-- What is expected --
In the data that follows, every line containing the word "thumb" should be returned.

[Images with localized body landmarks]
[Start of Attachment]

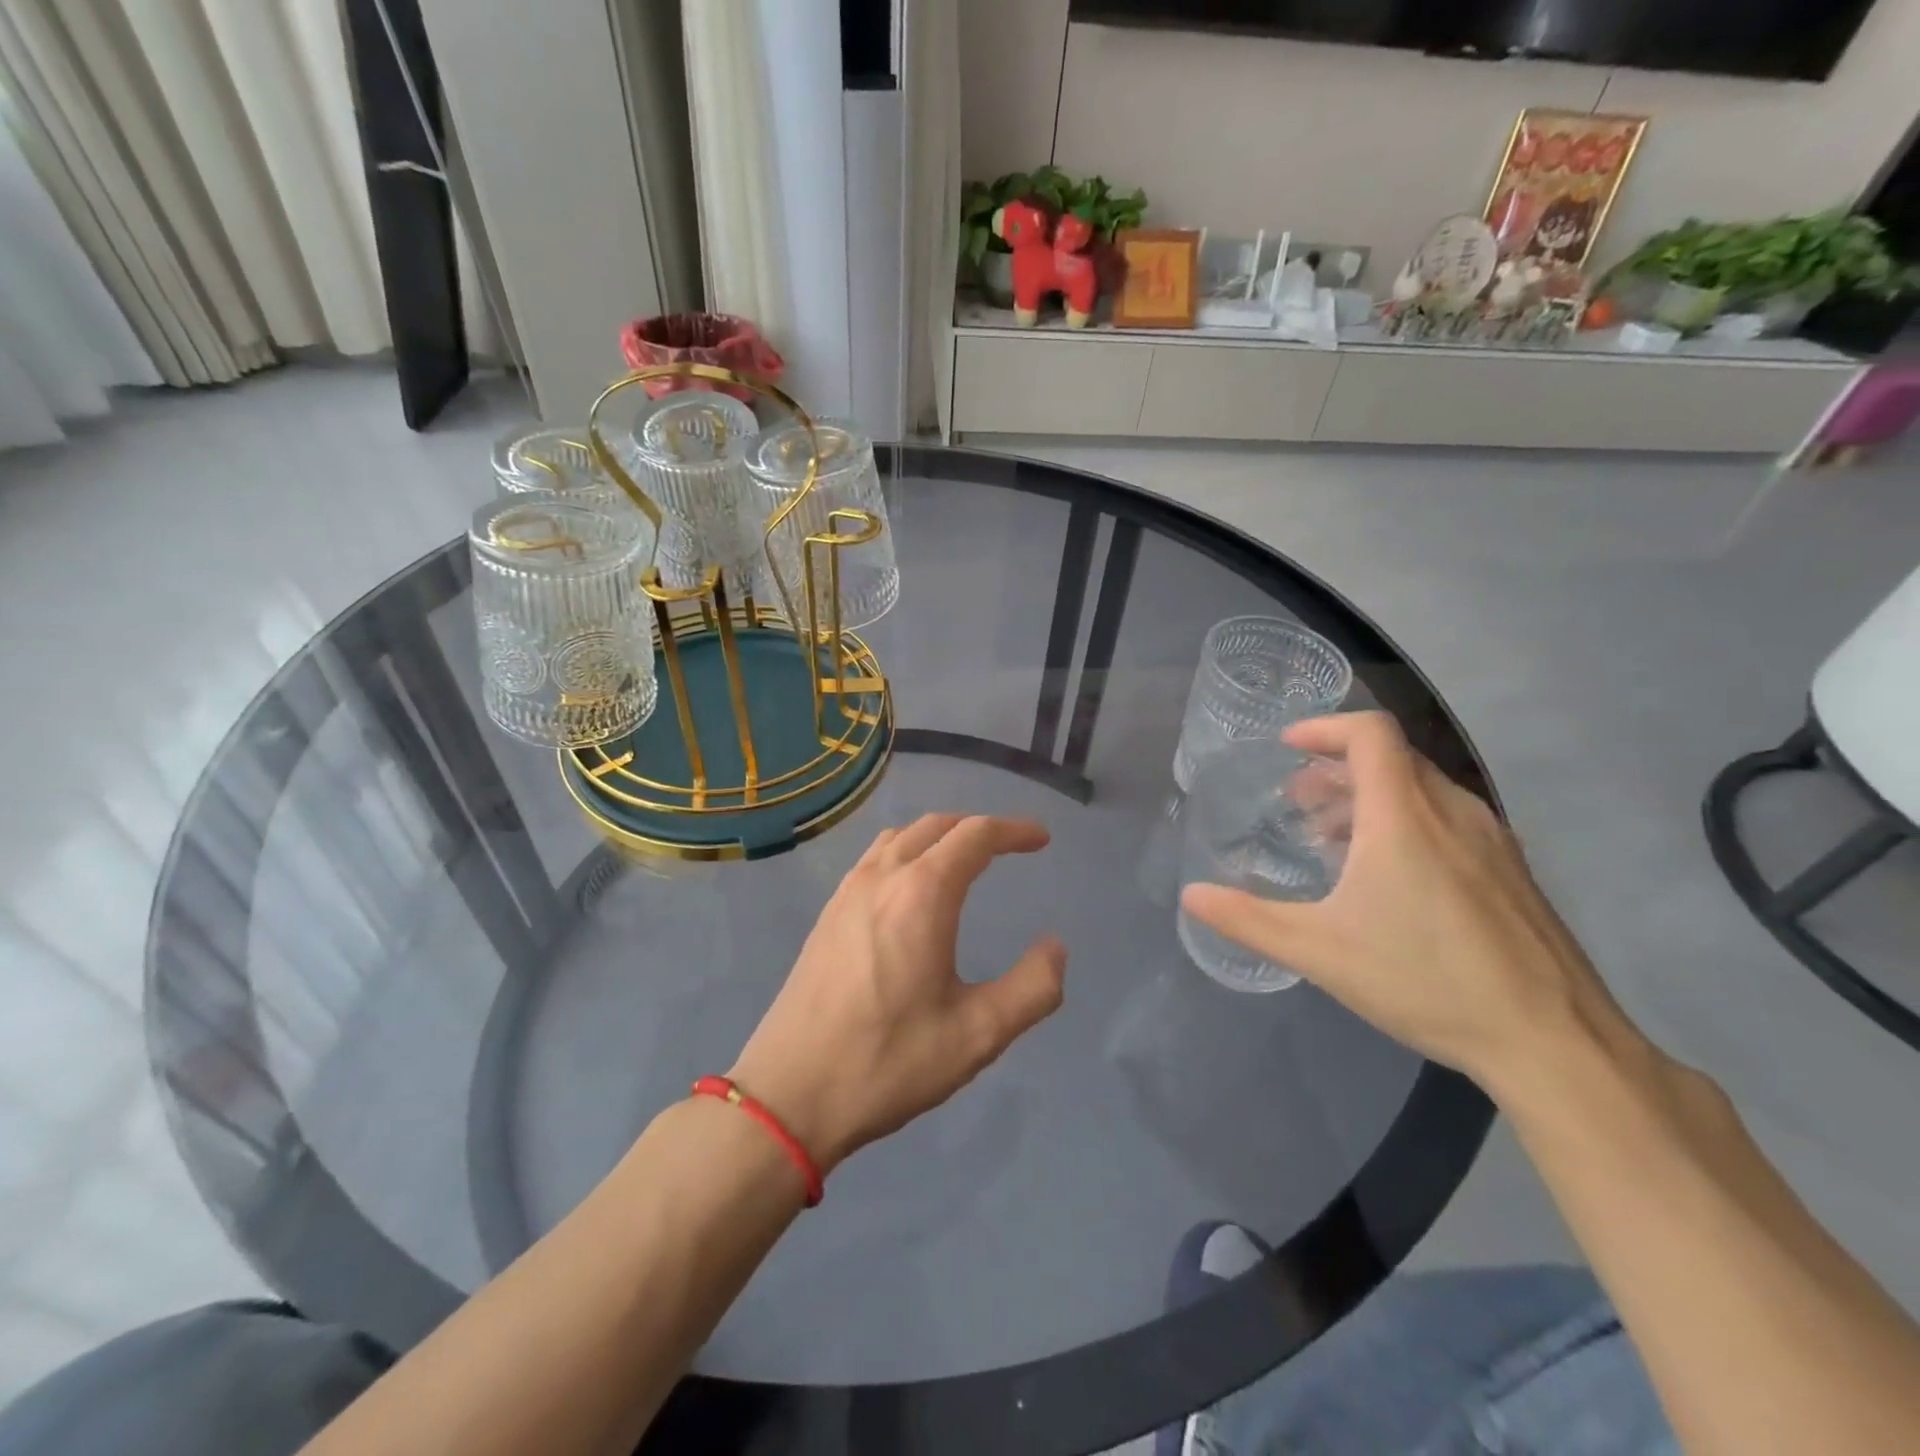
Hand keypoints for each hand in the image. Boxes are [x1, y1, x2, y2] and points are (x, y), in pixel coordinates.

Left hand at [730, 815, 1066, 1171]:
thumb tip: (1055, 948)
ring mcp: (847, 892)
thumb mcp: (978, 1035)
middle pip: (936, 825)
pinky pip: (874, 859)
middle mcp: (882, 877)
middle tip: (1010, 846)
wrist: (789, 1094)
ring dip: (939, 835)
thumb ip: (1032, 988)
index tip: (1041, 840)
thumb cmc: (888, 1061)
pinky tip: (911, 888)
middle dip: (978, 828)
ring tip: (965, 859)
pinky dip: (906, 851)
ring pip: (900, 837)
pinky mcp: (827, 914)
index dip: (1013, 831)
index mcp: (922, 894)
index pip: (975, 836)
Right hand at [1180, 712, 1640, 1098]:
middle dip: (1337, 768)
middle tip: (1299, 803)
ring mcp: (1492, 840)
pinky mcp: (1512, 871)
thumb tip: (1191, 896)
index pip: (1370, 733)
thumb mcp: (1319, 952)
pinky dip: (1406, 821)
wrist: (1553, 1041)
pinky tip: (1390, 877)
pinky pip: (1449, 818)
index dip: (1325, 727)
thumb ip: (1247, 919)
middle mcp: (1453, 812)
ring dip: (1370, 797)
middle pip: (1392, 758)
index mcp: (1404, 817)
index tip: (1288, 748)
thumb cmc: (1426, 981)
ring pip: (1422, 789)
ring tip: (1335, 840)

[End of Attachment]

-- Task response --
thumb tip: (1055, 948)
thumb mcp: (978, 1035)
thumb ip: (1032, 988)
thumb cmc: (888, 1061)
thumb tip: (1191, 896)
thumb mcp: (1319, 952)
thumb ip: (1247, 919)
thumb cmc: (1426, 981)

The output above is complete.